■ **Exercise instructions**: Search the data for the word "dead" and copy each line that has it.
----
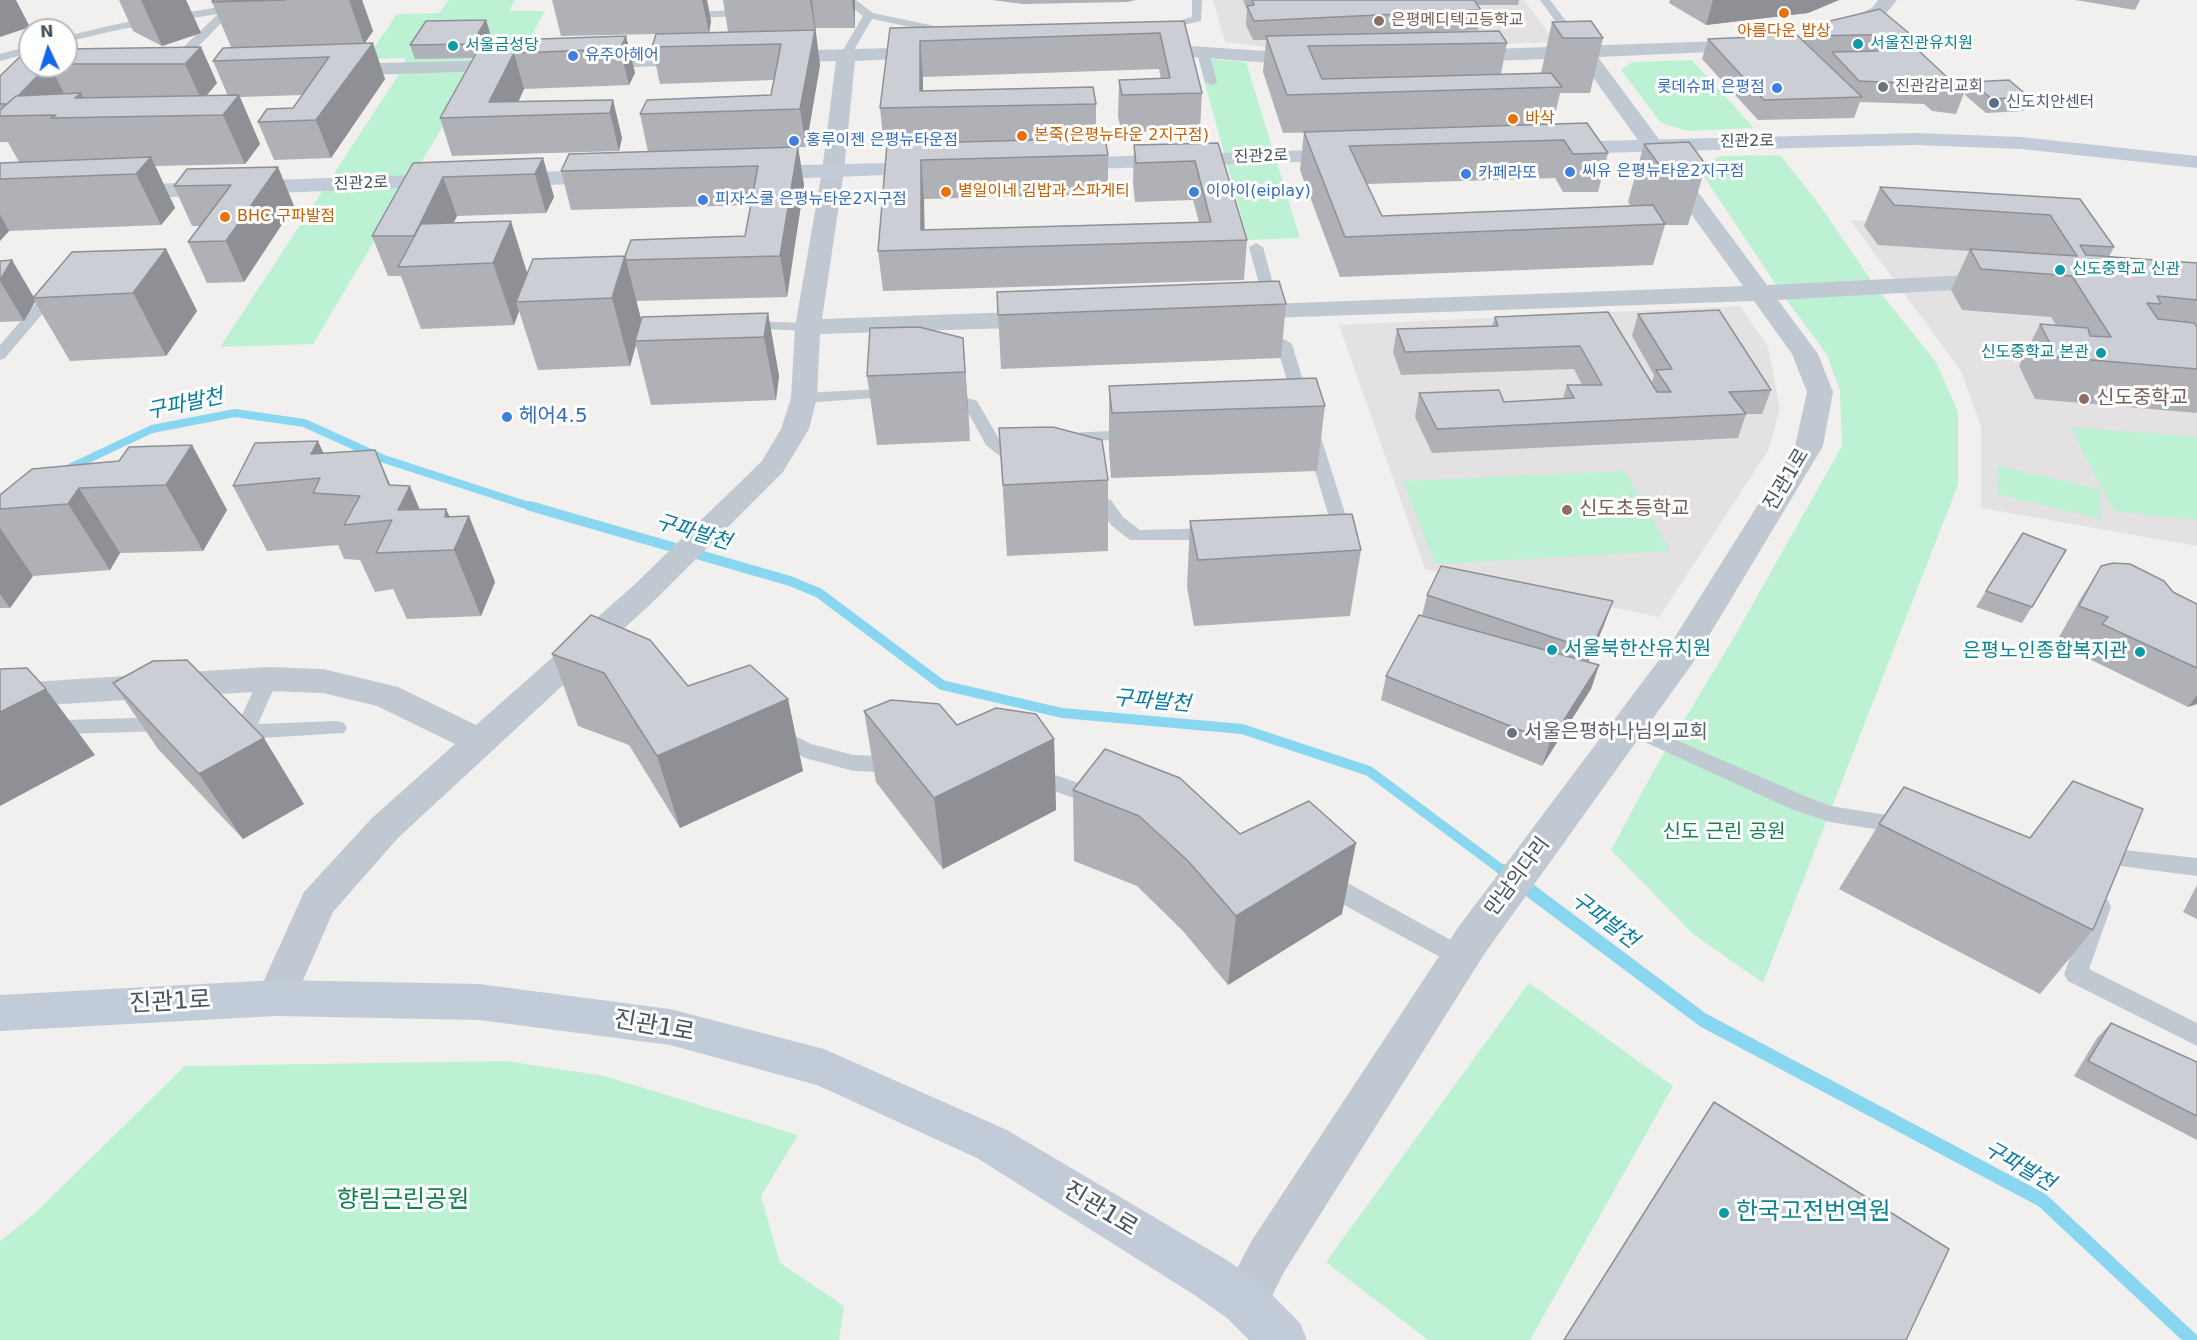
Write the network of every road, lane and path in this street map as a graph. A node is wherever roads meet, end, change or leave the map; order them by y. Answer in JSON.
{"nodes":[{"id":1,"x":254,"y":0,"type":"edge"},
{"id":2,"x":756,"y":0,"type":"edge"},
{"id":3,"x":848,"y":0,"type":"edge"},
{"id":4,"x":1197,"y":0,"type":"edge"},
{"id":5,"x":1545,"y":0,"type":"edge"},
{"id":6,"x":1888,"y":0,"type":"edge"},
{"id":7,"x":228,"y":9,"type":"junction"},
{"id":8,"x":671,"y":15,"type":"dead end"},
{"id":9,"x":868,"y":15,"type":"junction"},
{"id":10,"x":212,"y":24,"type":"junction"},
{"id":11,"x":236,"y":24,"type":"edge"},
{"id":12,"x":1151,"y":32,"type":"edge"},
{"id":13,"x":1825,"y":34,"type":"edge"},
{"id":14,"x":78,"y":36,"type":"edge"},
{"id":15,"x":969,"y":36,"type":"edge"},
{"id":16,"x":1772,"y":44,"type":"edge"},
{"id":17,"x":1128,"y":49,"type":"edge"},
{"id":18,"x":1203,"y":51,"type":"junction"},
{"id":19,"x":18,"y":53,"type":"edge"},
{"id":20,"x":948,"y":53,"type":"edge"},
{"id":21,"x":1585,"y":53,"type":"junction"},
{"id":22,"x":846,"y":55,"type":"junction"},
{"id":23,"x":1442,"y":57,"type":"edge"},
{"id":24,"x":0,"y":58,"type":"edge"},
{"id":25,"x":752,"y":58,"type":"edge"},
{"id":26,"x":717,"y":59,"type":"edge"},
{"id":27,"x":1332,"y":60,"type":"edge"},
{"id":28,"x":568,"y":64,"type":"edge"},
{"id":29,"x":534,"y":65,"type":"edge"},
{"id":30,"x":320,"y":70,"type":"edge"},
{"id":31,"x":186,"y":73,"type":"edge"},
{"id":32,"x":161,"y":74,"type":"joint"},
{"id":33,"x":1211,"y":82,"type":"dead end"},
{"id":34,"x":842,"y":90,"type":"junction"},
{"id":35,"x":820,"y":91,"type":"dead end"},
{"id":36,"x":1653,"y":145,"type":"junction"},
{"id":37,"x":1538,"y":149,"type":"edge"},
{"id":38,"x":1367,"y":154,"type":"edge"},
{"id":39,"x":2197,"y":162,"type":"edge"},
{"id":40,"x":1045,"y":164,"type":"edge"},
{"id":41,"x":952,"y":167,"type":"edge"},
{"id":42,"x":833,"y":171,"type":"junction"},
{"id":43,"x":742,"y":173,"type":"edge"},
{"id":44,"x":624,"y":176,"type":"edge"},
{"id":45,"x":105,"y":193,"type":"edge"},
{"id":46,"x":1256,"y":247,"type":"dead end"},
{"id":47,"x":66,"y":276,"type":"edge"},
{"id":48,"x":1971,"y":282,"type":"dead end"},
{"id":49,"x":1762,"y":293,"type":"junction"},
{"id":50,"x":61,"y":307,"type":"edge"},
{"id":51,"x":41,"y":308,"type":"junction"},
{"id":52,"x":1274,"y":311,"type":"junction"},
{"id":53,"x":1218,"y":313,"type":"edge"},
{"id":54,"x":1069,"y":318,"type":"edge"},
{"id":55,"x":733,"y":325,"type":"edge"},
{"id":56,"x":755,"y":326,"type":"junction"},
{"id":57,"x":808,"y":327,"type":"junction"},
{"id":58,"x":752,"y":344,"type":"edge"},
{"id":59,"x":1284,"y":344,"type":"edge"},
{"id":60,"x":0,"y":356,"type":"edge"},
{"id":61,"x":804,"y":398,"type":"junction"},
{"id":62,"x":1147,"y":435,"type":"edge"},
{"id":63,"x":1052,"y":439,"type":"edge"},
{"id":64,"x":1016,"y":441,"type":"edge"},
{"id":65,"x":992,"y":442,"type":"junction"},
{"id":66,"x":1036,"y":476,"type":"edge"},
{"id":67,"x":1073,"y":498,"type":"edge"},
{"id":68,"x":1319,"y":532,"type":"edge"},
{"id":69,"x":1239,"y":534,"type":"edge"},
{"id":70,"x":268,"y":679,"type":"junction"},
{"id":71,"x":0,"y":696,"type":"edge"},
{"id":72,"x":190,"y":723,"type":"edge"},
{"id":73,"x":211,"y":723,"type":"edge"},
{"id":74,"x":1630,"y":727,"type":"junction"},
{"id":75,"x":337,"y":728,"type":"dead end"},
{"id":76,"x":752,"y":729,"type":"edge"},
{"id":77,"x":244,"y":732,"type":"junction"},
{"id":78,"x":0,"y":739,"type":"edge"},
{"id":79,"x":479,"y":741,"type":"junction"},
{"id":80,"x":922,"y":767,"type":"edge"},
{"id":81,"x":1006,"y":774,"type":"edge"},
{"id":82,"x":1116,"y":805,"type":"edge"},
{"id":83,"x":1566,"y":813,"type":"joint"},
{"id":84,"x":1928,"y":829,"type":"edge"},
{"id":85,"x":2081,"y":854,"type":"edge"},
{"id":86,"x":2197,"y":867,"type":"edge"},
{"id":87,"x":1308,"y":868,"type":"edge"},
{"id":88,"x":2110,"y":877,"type":"junction"},
{"id":89,"x":1466,"y":949,"type":"junction"},
{"id":90,"x":276,"y":998,"type":"junction"},
{"id":91,"x":0,"y":1013,"type":"edge"},
{"id":92,"x":2197,"y":1035,"type":"edge"},
{"id":93,"x":1244,"y":1301,"type":"junction"},
{"id":94,"x":1283,"y":1340,"type":"edge"}],
"edges":[{"from":1,"to":7,"type":"lane"},
{"from":2,"to":8,"type":"lane"},
{"from":3,"to":9,"type":"lane"},
{"from":4,"to":12,"type":"lane"},
{"from":5,"to":21,"type":"lane"},
{"from":6,"to":13,"type":"street"},
{"from":7,"to":10,"type":"lane"},
{"from":7,"to":14,"type":"lane"},
{"from":9,"to":15,"type":"lane"},
{"from":9,"to":22,"type":"lane"},
{"from":10,"to":11,"type":"lane"},
{"from":10,"to":32,"type":"lane"},
{"from":16,"to":21,"type":"street"},
{"from":17,"to":18,"type":"street"},
{"from":18,"to":27,"type":"street"},
{"from":18,"to":33,"type":"lane"},
{"from":19,"to":24,"type":"lane"},
{"from":20,"to":22,"type":"street"},
{"from":21,"to":23,"type":"street"},
{"from":21,"to":36,"type":"street","name":"진관1로"},
{"from":22,"to":25,"type":"street"},
{"from":22,"to":34,"type":"street"},
{"from":26,"to":28,"type":"street"},
{"from":29,"to":30,"type":"street"},
{"from":31,"to":32,"type":"street"},
{"from":34,"to":35,"type":"street"},
{"from":34,"to":42,"type":"street"},
{"from":36,"to":37,"type":"street","name":"진관2로"},
{"from":36,"to":39,"type":"street","name":"진관2로"},
{"from":36,"to":49,"type":"street","name":"진관1로"},
{"from":38,"to":40,"type":"street","name":"진관2로"},
{"from":41,"to":42,"type":"street"},
{"from":42,"to":43,"type":"street"},
{"from":42,"to":57,"type":"street"},
{"from":44,"to":45,"type":"street","name":"진관2로"},
{"from":46,"to":52,"type":"lane"},
{"from":47,"to":51,"type":"lane"},
{"from":48,"to":49,"type":"street"},
{"from":49,"to":52,"type":"street"},
{"from":49,"to":74,"type":"street","name":"진관1로"},
{"from":50,"to":51,"type":"lane"},
{"from":51,"to":60,"type":"lane"},
{"from":52,"to":53,"type":"street"},
{"from":54,"to":57,"type":"street"},
{"from":55,"to":56,"type":"lane"},
{"from":56,"to":57,"type":"lane"},
{"from":56,"to":58,"type":"lane"},
{"from":57,"to":61,"type":"street"},
{"from":59,"to":68,"type":"lane"},
{"from":61,"to":65,"type":"lane"},
{"from":61,"to":79,"type":"street"},
{"from":62,"to":63,"type":"lane"},
{"from":64,"to":65,"type":"lane"},
{"from":65,"to":66,"type":"lane"},
{"from":67,"to":69,"type":"lane"},
{"from":70,"to":71,"type":"street"},
{"from":70,"to":77,"type":"lane"},
{"from":70,"to":79,"type":"street"},
{"from":72,"to":78,"type":"lane"},
{"from":73,"to":77,"type":"lane"},
{"from":74,"to":83,"type":"street","name":"진관1로"},
{"from":74,"to":84,"type":"lane"},
{"from":75,"to":77,"type":"lane"},
{"from":76,"to":80,"type":"lane"},
{"from":79,"to":90,"type":"street"},
{"from":81,"to":82,"type":"lane"},
{"from":83,"to":89,"type":"street","name":"만남의다리"},
{"from":85,"to":88,"type":"lane"},
{"from":86,"to":88,"type":"lane"},
{"from":87,"to":89,"type":"lane"},
{"from":88,"to":92,"type":"lane"},
{"from":89,"to":93,"type":"street"},
{"from":90,"to":91,"type":"street","name":"진관1로"},
{"from":90,"to":93,"type":"street","name":"진관1로"},
{"from":93,"to":94,"type":"street","name":"진관1로"}]}
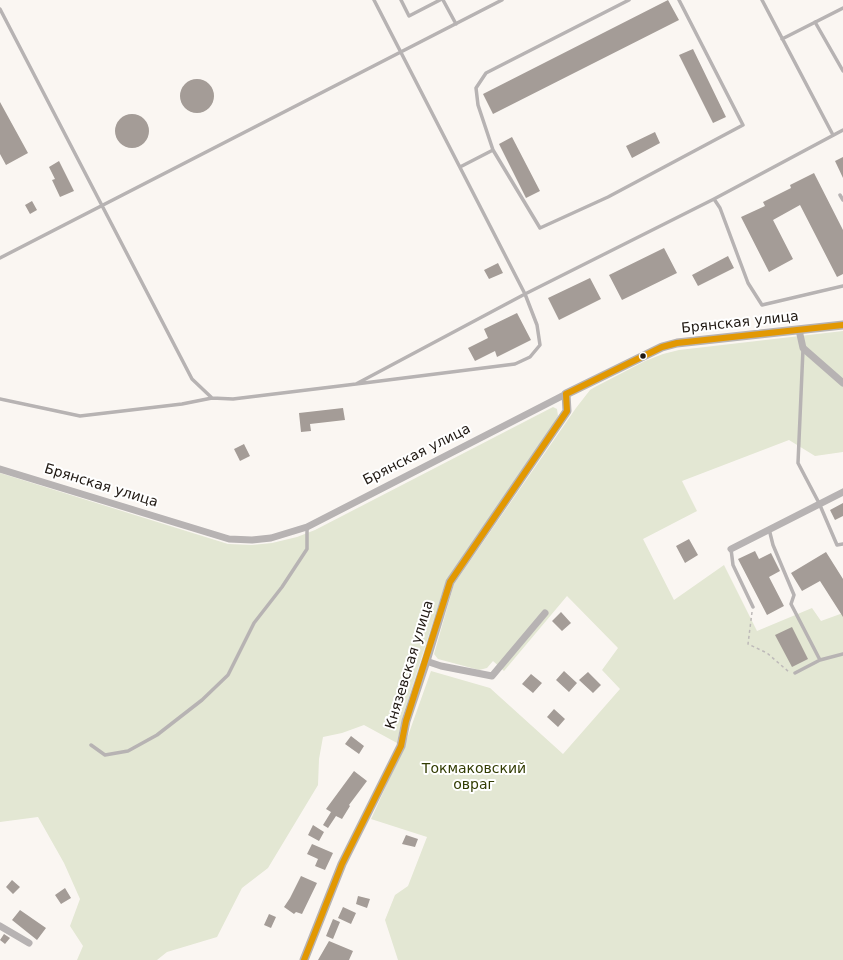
----
■ **Task solution**:
{"id":8,"x":671,"y":15,"type":"dead end"},
{"id":33,"x":1211,"y":82,"type":"dead end"},
{"id":35,"x":820,"y":91,"type":"dead end"},
{"id":46,"x":1256,"y":247,"type":"dead end"},
{"id":48,"x":1971,"y":282,"type":"dead end"},
{"id":75,"x":337,"y":728,"type":"dead end"},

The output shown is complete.